Born in 2009, the Auckland Fringe Festival is an open access performing and visual arts festival. The annual three-week stint enables creative minds from around the country to present their work in an artistic environment where anything goes; as well as giving locals access to an intensified period of weird and wonderful arty experiences.
This year's Fringe officially kicks off on February 9 and will run until March 1 with an eclectic range of events taking over every nook and cranny across the city. Think: theatres, streets, parks, plazas, churches, halls, kitchens, lofts, basements, vaults, galleries, rooftops and silos.
Attendees can expect everything from: an interactive pavement whale stranding, a bachelesbian sex education lesson, a guided tour around 1980s Ponsonby, among plenty of other things. See the full schedule here.
The latest work from acclaimed writer Victor Roger (Black Faggot, At The Wake) follows the true story of Shalimar Seiuli, a Samoan fa’afafine prostitute who was picked up by comedian Eddie Murphy on Santa Monica Boulevard in 1997. After a media storm and a quick rise to fame, Seiuli was found dead one year later. The Girl on a Corner follows Shalimar as she tells her story and offer some variations on what may or may not have happened.
For the latest work from playwrights Tessa Mitchell, Stephen Bain and Dave Fane, audience members will be transported (by a free bus) back to Ponsonby in the year 1983. Wearing wireless headphones, the audience will be led by performers who weave true stories and real time drama of the neighbourhood before house prices shot through the roof and fashionable bars were on every corner. All set to a pulsing ‘80s soundtrack. Seats are limited.
Now 18, Suri Cruise and Shiloh Jolie-Pitt, the offspring of Tom Cruise/Katie Holmes and Brad Pitt/Angelina Jolie are set to reveal how challenging it really is to grow up under the spotlight. Together alongside a host of characters, Suri and Shiloh set out to warn New Zealanders of the dangerous path we tread towards losing our privacy, our grasp on reality and our Chanel VIP customer card. The fast-paced show, written and performed by comedic duo Phoebe Borwick and Susannah Smith-Roy, made its debut to rave reviews at Wellington and Christchurch Fringe Festivals.
With their new work, the alumni of the youth poetry slam collective Rising Voices, are aiming to challenge the perception of street poetry. Drawing from their diverse backgrounds, the performers will fuse their words with dance, theatre, music, movement, props and video over three nights. There are no judges or rules. The crew will also present a special line-up for Pride Festival on February 13.

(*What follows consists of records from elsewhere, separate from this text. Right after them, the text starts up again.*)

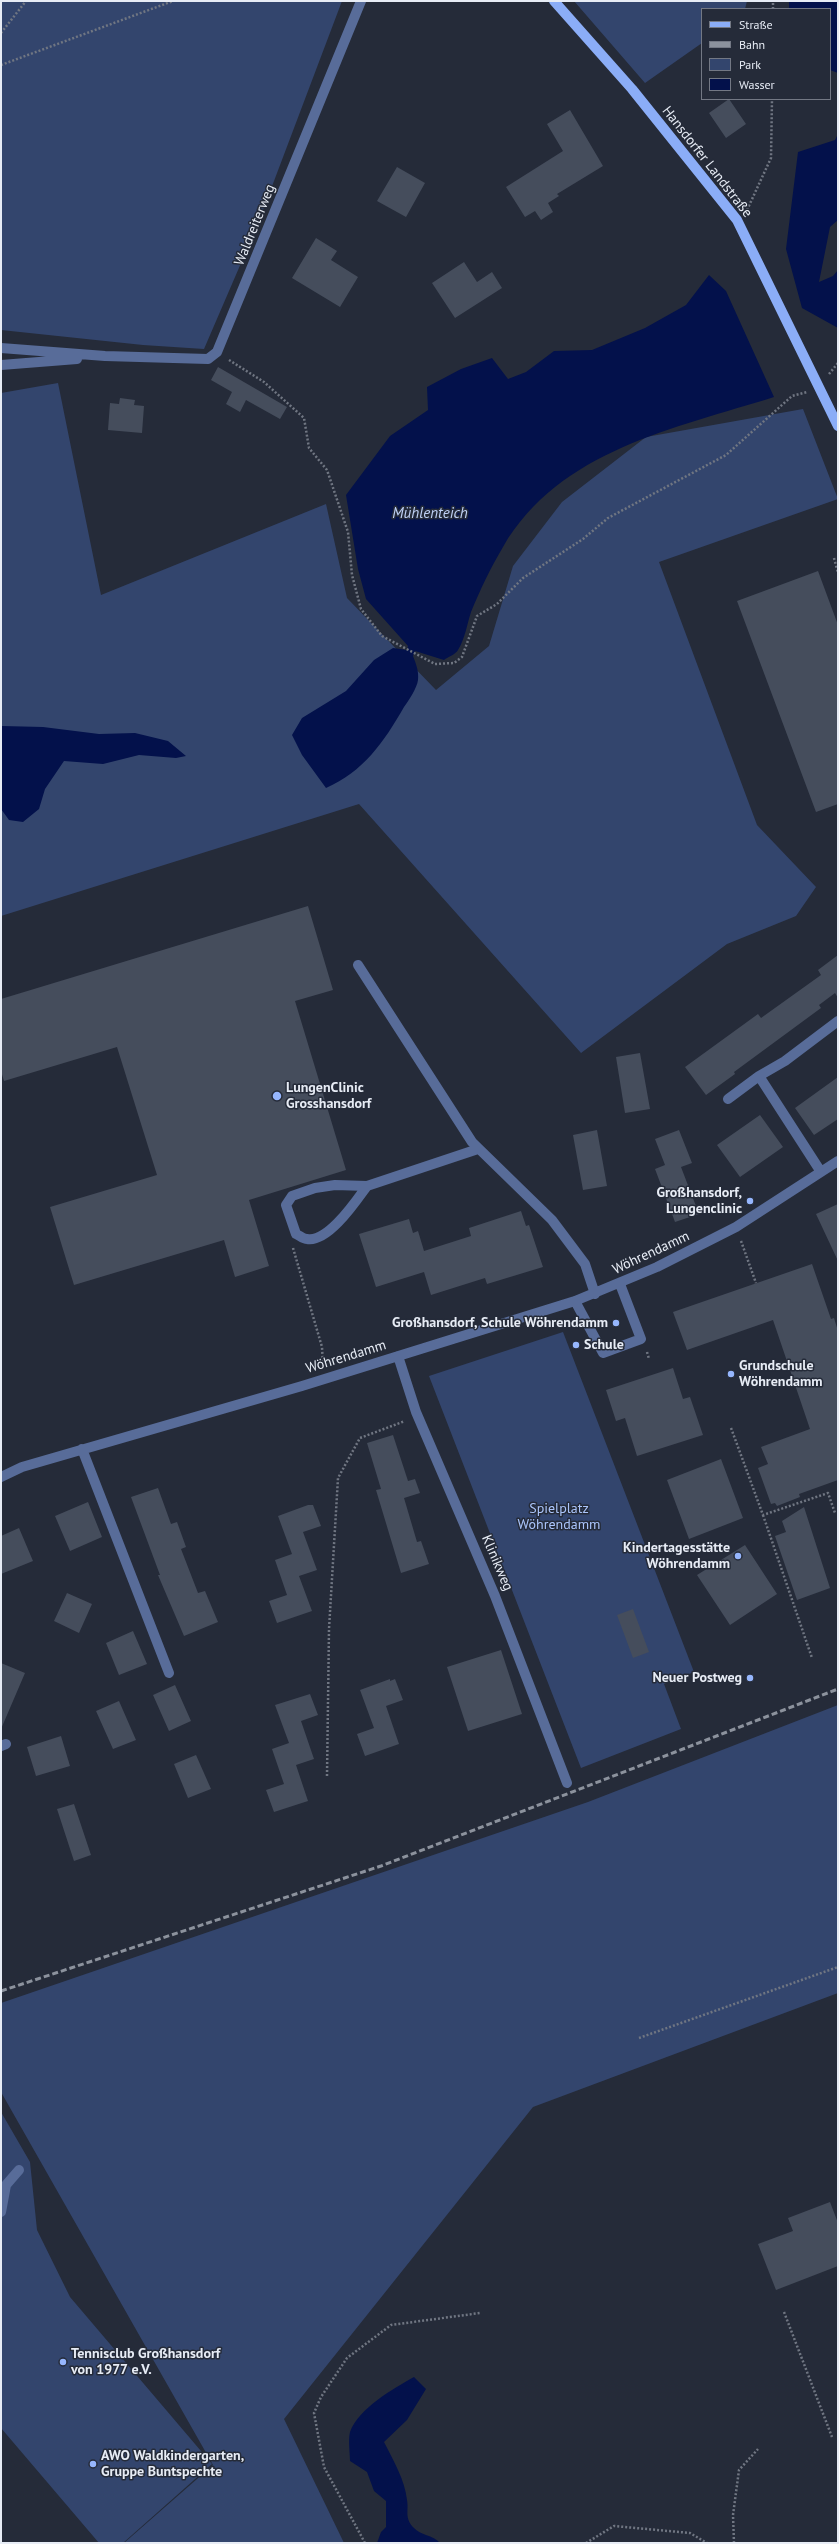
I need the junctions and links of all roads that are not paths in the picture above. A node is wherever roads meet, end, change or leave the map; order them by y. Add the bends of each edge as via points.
1 (361, 1) edge
2 (554, 1) edge
3 (1, 348) edge
4 (105, 356) junction
5 (1, 365) edge
6 (838, 426) edge
7 (358, 965) dead end
8 (838, 1021) edge
9 (759, 1076) junction
10 (728, 1099) dead end
11 (478, 1149) junction
12 (838, 1161) edge
13 (821, 1172) junction
14 (367, 1186) junction
15 (620, 1284) junction
16 (595, 1294) junction
17 (576, 1301) junction
18 (398, 1356) junction
19 (82, 1449) junction
20 (1, 1477) edge
21 (169, 1673) dead end
22 (566, 1783) dead end
23 (19, 2170) dead end
24 (1, 2212) edge

1 - 4 street, Waldreiterweg via 217,352 208,359
2 - 6 main road, Hansdorfer Landstraße via 632,89 737,220
3 - 4 street
4 - 5 street
7 - 11 street
8 - 9 street via 785,1061
9 - 10 street
9 - 13 street
11 - 14 street
11 - 16 street via 552,1220 585,1264
12 - 13 street, Wöhrendamm
13 - 15 street, Wöhrendamm via 736,1227
14 - 14 street via 335,1185 315,1188 292,1196 286,1205 296,1234 307,1239 319,1237 342,1219
15 - 16 street, Wöhrendamm
15 - 17 street via 641,1339 603,1353
16 - 17 street, Wöhrendamm
17 - 18 street, Wöhrendamm
18 - 19 street, Wöhrendamm
18 - 22 street, Klinikweg via 418,1415 495,1596
19 - 20 street, Wöhrendamm via 22,1467
19 - 21 street
23 - 24 street via 6,2185

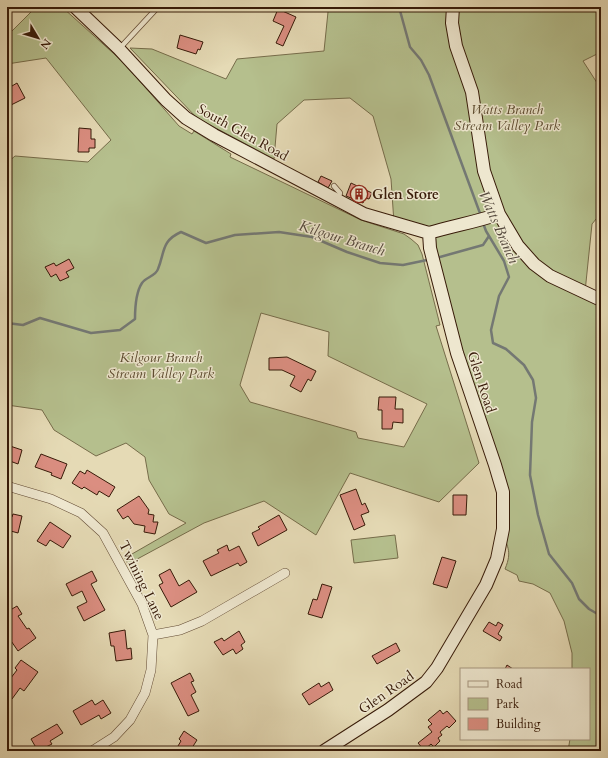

Kyle is happy with his life as a male escort until the day he is hired by a closeted premiership football player and falls in love. Based around the stigma of homosexuality in sport, the one man show follows the relationship in a country where not one of the 5000 professional players are out. Also appearing as part of the Pride Festival, the show comes to Auckland direct from the UK where it played out to sell-out audiences and picked up awards like the Equity Vicky Allan Memorial Award for Best Show and Best Actor.
It’s not what you think, and if it was, then tickets probably would have sold out ages ago. The one woman show has been described as “The sex ed lesson you never knew you needed,” and features the city's most eligible bachelesbian and maybe some off-colour comparisons between tane mahuta and dildos. It was written and is performed by Auckland comedian, and the person more than likely responsible for the term 'bachelesbian’, Freya Desmarais. Directed by Brendon Green.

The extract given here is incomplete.